Slag is more vicious and violent than Grimlock plus his name is a term used by Cybertronians to ‘kill’ you. The original toy was one of the few Diaclone products by Takara that was recycled and was given a second life as one of the first three Dinobots to appear in the series. The other two of course was Grimlock and Sludge. The other two Dinobots Snarl and Swoop appeared in later episodes.
Formerly a Diaclone toy that came with a small human with magnetic feet, where a pilot rides in his chest and Slag was known as a mobile suit named ‘Tricerabot’ used for jungle combats.
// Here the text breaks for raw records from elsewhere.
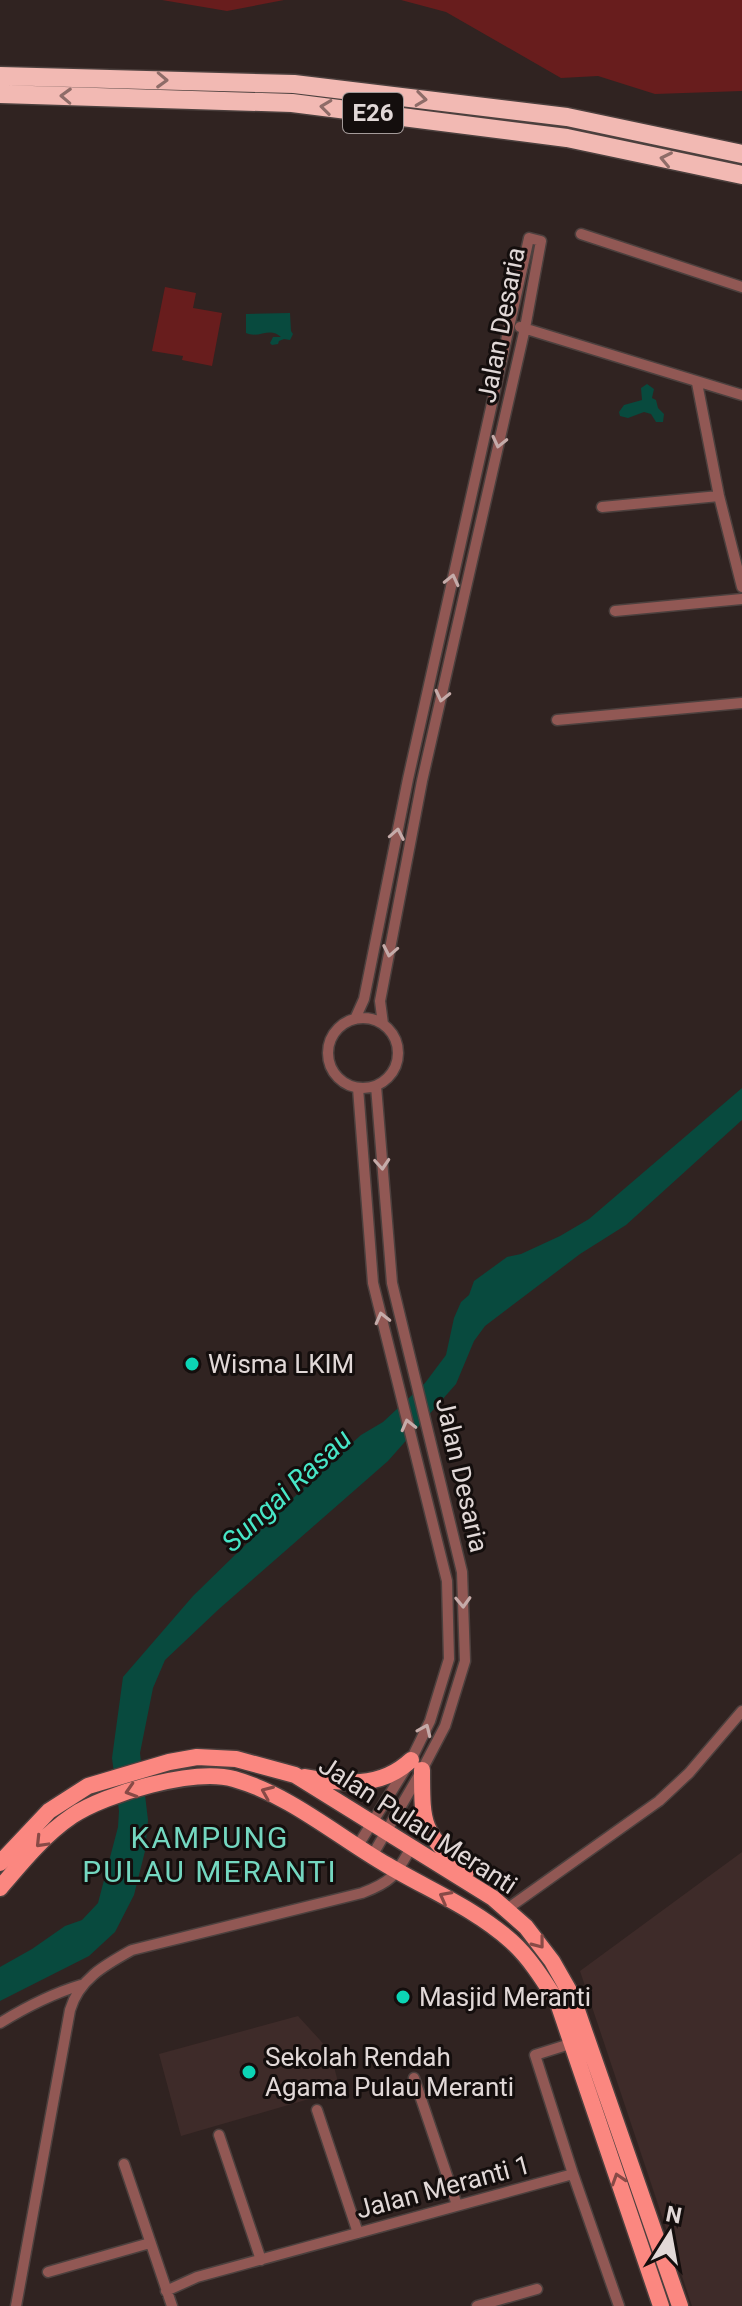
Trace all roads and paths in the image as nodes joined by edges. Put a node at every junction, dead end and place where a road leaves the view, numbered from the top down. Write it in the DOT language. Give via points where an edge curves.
graph roads {
  1 [pos="0,76"];
  2 [pos="0,94"];
  3 [pos="742,154"];
  4 [pos="742,175"];
  5 [pos="581,234"];
  6 [pos="742,287"];
  7 [pos="510,324"];
  8 [pos="525,328"];
  9 [pos="697,383"];
  10 [pos="742,395"];
  11 [pos="719,496"];
  12 [pos="602,507"];
  13 [pos="742,587"];
  14 [pos="742,599"];
  15 [pos="615,611"];
  16 [pos="742,703"];
  17 [pos="557,720"];
  18 [pos="355,1019"];
  19 [pos="383,1024"];
  20 [pos="376,1086"];
  21 [pos="358,1088"];
  22 [pos="742,1711"];
  23 [pos="416,1765"];
  24 [pos="295,1775"];
  25 [pos="380,1827"];
  26 [pos="412,1846"];
  27 [pos="364,1852"];
  28 [pos="0,1863"];
  29 [pos="398,1871"];
  30 [pos="0,1888"];
  31 [pos="493,1898"];
  32 [pos="507,1909"];
  33 [pos="82,1985"];
  34 [pos="0,2023"];
  35 [pos="573,2043"];
  36 [pos="414,2078"];
  37 [pos="317,2110"];
  38 [pos="219,2135"];
  39 [pos="124,2164"];
  40 [pos="573,2174"];
  41 [pos="457,2205"];
  42 [pos="358,2233"];
  43 [pos="150,2243"];
  44 [pos="261,2260"];
  45 [pos="48,2272"];
  46 [pos="537,2289"];
  47 [pos="166,2291"];
  48 [pos="16,2306"];
  49 [pos="172,2306"];
  50 [pos="477,2306"];
  51 [pos="619,2306"];
  52 [pos="661,2306"];
  53 [pos="680,2306"];
  1 -- 3 [label="highway, E26, one-way" via="294,84 567,117"];
  4 -- 2 [label="highway, E26, one-way" via="567,138 292,103"];
  5 -- 6 [label="street"];
  7 -- 8 [label="street"];
  7 -- 8 [label="street, Jalan Desaria" via="529,238 541,241"];
  18 -- 7 [label="street, Jalan Desaria, one-way" via="364,999"];
  8 -- 9 [label="street"];
  8 -- 19 [label="street, Jalan Desaria, one-way" via="422,781 380,1001"];
  9 -- 10 [label="street"];
  9 -- 11 [label="street"];
  11 -- 12 [label="street"];
  11 -- 13 [label="street"];
  14 -- 15 [label="street"];
  16 -- 17 [label="street"];
  18 -- 19 [label="street"];
  18 -- 21 [label="street, Jalan Desaria" via="337,1029 327,1057 341,1081"];
  19 -- 20 [label="street, Jalan Desaria" via="395,1039 398,1060 394,1071"];
  20 -- 21 [label="street"];
  20 -- 23 [label="street, Jalan Desaria, one-way" via="392,1283 462,1572 465,1661 445,1726"];
  23 -- 21 [label="street, Jalan Desaria, one-way" via="449,1659 447,1581 373,1283"];
  22 -- 32 [label="street" via="659,1801"];
  23 -- 24 [label="main road" via="361,1783"];
  23 -- 25 [label="street, Jalan Desaria"];
  23 -- 25 [label="street, Jalan Desaria"];
  23 -- 31 [label="main road" via="427,1831"];
  24 -- 25 [label="main road, Jalan Pulau Meranti"];
  24 -- 28 [label="main road, Jalan Pulau Meranti" via="236,1759 197,1757 88,1786 49,1811"];
  25 -- 26 [label="main road, Jalan Pulau Meranti"];
  25 -- 27 [label="street, Jalan Desaria"];
  25 -- 27 [label="street, Jalan Desaria"];
  26 -- 29 [label="street"];
  26 -- 31 [label="main road, Jalan Pulau Meranti"];
  27 -- 29 [label="main road, Jalan Pulau Meranti"];
  27 -- 30 [label="main road, Jalan Pulau Meranti, one-way" via="278,1796 233,1778 200,1775 91,1804 51,1832"];
  29 -- 33 [label="street" via="362,1893 132,1950"];
  35 -- 29 [label="main road, Jalan Pulau Meranti, one-way" via="558,2003 511,1941 475,1913"];
  31 -- 32 [label="main road, Jalan Pulau Meranti"];
  32 -- 53 [label="main road, Jalan Pulau Meranti, one-way" via="552,1961 572,1996"];
  33 -- 34 [label="street" via="28,2005"];
  33 -- 48 [label="street" via="70,2010"];
  35 -- 40 [label="street, Jalan Meranti 1" via="535,2055"];
  52 -- 35 [label="main road, Jalan Pulau Meranti, one-way"];
  36 -- 41 [label="street"];
  37 -- 42 [label="street"];
  38 -- 44 [label="street"];
  39 -- 43 [label="street"];
  40 -- 41 [label="street, Jalan Meranti 1"];
  40 -- 51 [label="street"];
  41 -- 42 [label="street, Jalan Meranti 1"];
  42 -- 44 [label="street, Jalan Meranti 1"];
  43 -- 45 [label="street"];
  43 -- 47 [label="street"];
  44 -- 47 [label="street, Jalan Meranti 1"];
  46 -- 50 [label="street"];
  47 -- 49 [label="street"];
}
There were only minor changes on the colors in his Triceratops mode, which was changed when it was reintroduced in the TRANSFORMERS brand.
Back then the name ‘Slag’ was used and up to now is still owned the copyright by Hasbro, but the name in other countries preferably in Europe would be an offending term known as ‘slut’ that would hurt the market selling the character for the reason why the current toys are either using another Dinobot’s name (‘Snarl’ was used in the Transformers Animated) or slightly tweak the name into ‘Slug’ used for the Age of Extinction Dinobot in the film.
Slag can blend in with the modern versions of the Dinobots preferably with Grimlock (Generations Voyager Class) or with the Classics release. Grimstone a Powercore Combinder appears less appealing if you compare both of them in their Triceratops mode.
The figure was originally released as part of the second wave of Transformers assortments in 1985 along with the rest of the Dinobots. In Generation 2 toy line Slag was also brought back along with Grimlock, but in a very limited number and the most common color was released in green.
After so many years and countess new series introduced Slag never appeared until Transformers Animated in Cartoon Network, but using a different name still retained his Triceratops mode with a different robot design.
Transformation to robot mode was not that difficult back then and after being worn out the joints gets loose. Slag has some moving parts to turning this prehistoric Triceratops to a sub member of the Autobots. Even without the use of a product manual you can easily transform Slag into his robot mode and then back to Triceratops mode.
In robot mode Slag appear less of that ‘cute’ Triceratops, but more entirely a robot ready to battle. Of course back then articulation was not entirely that makes this Dinobot appealing. Slag has basic ratchet joint in the arms and that also includes his back legs in Triceratops mode. The entire chest is made of diecast metal while the arms and robot legs are made of plastic. Basic articulation in the arms and legs and if you have a complete figure he comes with an ‘Energo’ sword, Rifle, Three missile pods and a launcher (which was not included in the Generation 2 release).
Slag most likely is in the Deluxe Class assortment as the same size as the Classic Grimlock released in 2006/2007. This is not a reissue or a bootleg that’s being sold on auction sites. The horns of this figure has bite marks and missing all the accessories, but still complete robot form unlike other vintage you can find that’s missing some body parts.
If you’re looking for vintage TFs it doesn’t matter if it’s an exclusive or mail away in its previous life as long as the robot is intact than appearing to be a scrap for other robot parts. Most vintage figures are hard to come by and this Slag does not disappoint even without its accessories.
Hasbro and Takara have lost its original mold to reproduce or to reissue any vintage Dinobot. The closest that you can ever have a Generation One Dinobot is Grimlock, which have a Masterpiece release and a Generations figure based from the Fall of Cybertron videogame.
There has been also a Slag figure produced by third party companies, which have been reported to be the same scale as the Masterpiece Grimlock. But at this time Hasbro or Takara has not yet released an official Dinobot Slag and if ever they do they’ll use a different name. It may take some time before Hasbro and Takara will ever reproduce a reissue of the original Dinobots. If they do have that chance the names won’t be the same if released in the North American market.
For now a complete vintage Slag comes a long way better than any other classic Transformers figure. The Dinobots are a popular subgroup to the Autobots, and can rival the recently reissued constructicons even though it can merge and form Devastator.
Overall the vintage Slag has its own appeal even without the other Dinobots. You can bet Grimlock is the popular one, and Slag comes in second. It’s not because how ‘cute’ his Triceratops mode was, but how the character played out in the original cartoons and in the 1986 Transformers: The Movie made him one of the memorable characters that collectors and fans alike would adore him in a glass display.
Mint or incomplete as long as the robot or Triceratops mode doesn’t come headless, armless or legless not ending up as spare parts for something hard to find Slag is a must have for ANY Dinobot fan out there.